● Exercise
In the copy, every line of the material that follows must appear exactly, and no pictures should.

● Exercise inputs
○ ○ ○ ○ ○
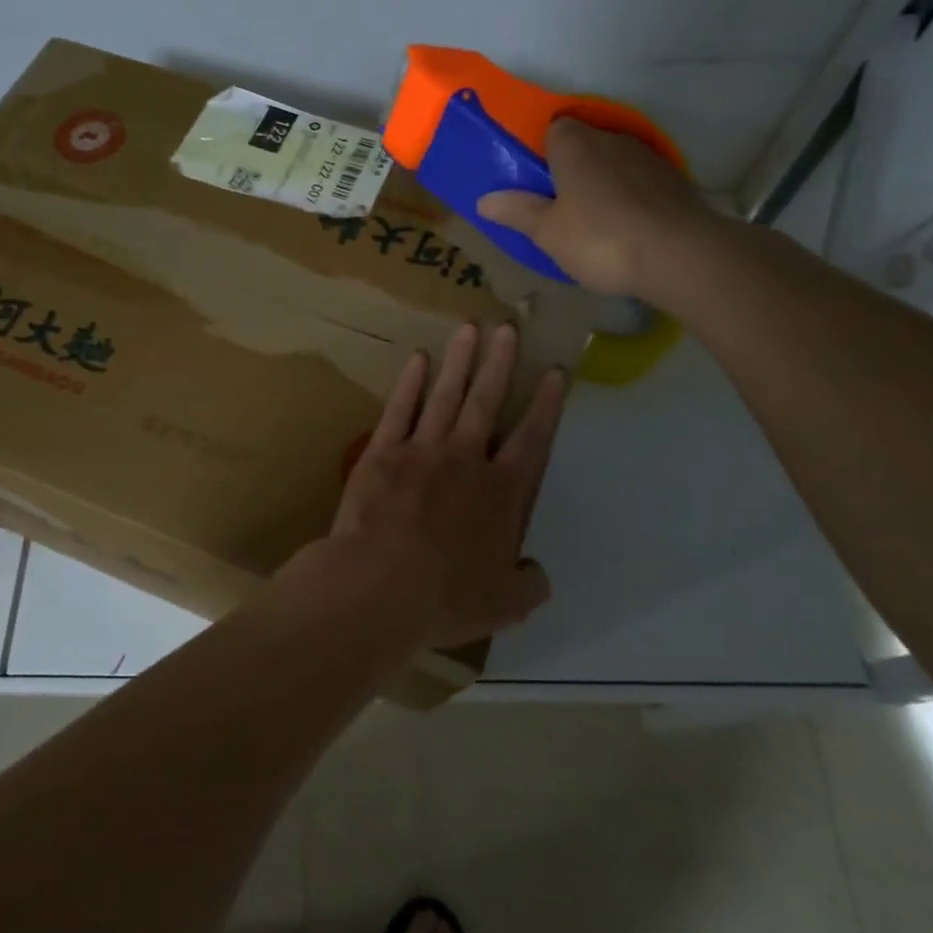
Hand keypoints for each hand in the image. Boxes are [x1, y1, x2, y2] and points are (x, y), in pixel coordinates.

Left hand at [273, 324, 566, 651]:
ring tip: (470, 328)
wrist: (378, 586)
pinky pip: (399, 409)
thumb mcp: (506, 604)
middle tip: (508, 328)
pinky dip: (410, 383)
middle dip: (501, 363)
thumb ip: (529, 583)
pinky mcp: (382, 452)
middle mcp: (465, 459)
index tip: (554, 371)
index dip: (546, 403)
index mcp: (502, 492)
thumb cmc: (446, 597)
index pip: (532, 438)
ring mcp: (421, 450)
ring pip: (446, 395)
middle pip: (487, 401)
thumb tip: (536, 570)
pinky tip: (418, 359)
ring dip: (460, 361)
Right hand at [476, 118, 722, 300]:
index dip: (542, 152)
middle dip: (571, 168)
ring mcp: (647, 157)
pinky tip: (626, 227)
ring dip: (603, 182)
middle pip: (585, 144)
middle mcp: (612, 139)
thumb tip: (484, 199)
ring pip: (614, 162)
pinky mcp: (674, 180)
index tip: (536, 182)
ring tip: (594, 220)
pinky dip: (630, 197)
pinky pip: (640, 181)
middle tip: (559, 206)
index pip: (554, 128)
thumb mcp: (547, 232)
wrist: (679, 254)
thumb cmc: (600, 238)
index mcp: (575, 144)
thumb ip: (516, 212)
○ ○ ○ ○ ○
● Worked solution
Hand keypoints for each hand in the image. Boxes are [x1, y1, x2, y2] and points are (x, y), in pixel coordinates.

Left hand at [273, 324, 566, 651]:
ring tip: (470, 328)
wrist: (378, 586)
pinky pip: (399, 409)
thumb mcp: (506, 604)
middle tip: (508, 328)
pinky dip: (410, 383)
middle dip: (501, 363)
thumb ip: (529, 583)
pinky mcp: (382, 452)
middle mcp: (465, 459)
index tip: (554, 371)
index dip: (546, 403)
index mcp: (502, 492)
thumb cmc: (446, 597)
index pip: (532, 438)
ring mcp: (421, 450)
ring pip: (446, 395)
middle pip: (487, 401)
thumb tip: (536, 570)
pinky tip: (418, 359)
ring dip: (460, 361)
Right hand at [476, 118, 722, 300]:
index dip: (542, 152)
middle dip: (571, 168)
ring mcp: (647, 157)
pinky tip: (626, 227)
ring dip: (603, 182)
middle pip: (585, 144)
middle mcp: (612, 139)
thumb tip: (484, 199)
ring pip: (614, 162)
pinky mcp: (674, 180)
index tip: (536, 182)
ring tip: (594, 220)
pinky dip: (630, 197)
pinky pip: (640, 181)
middle tip: (559, 206)
index pip: (554, 128)
thumb mcp: (547, 232)
wrist: (679, 254)
thumb cmc: (600, 238)
index mcp: (575, 144)
thumb ip: (516, 212)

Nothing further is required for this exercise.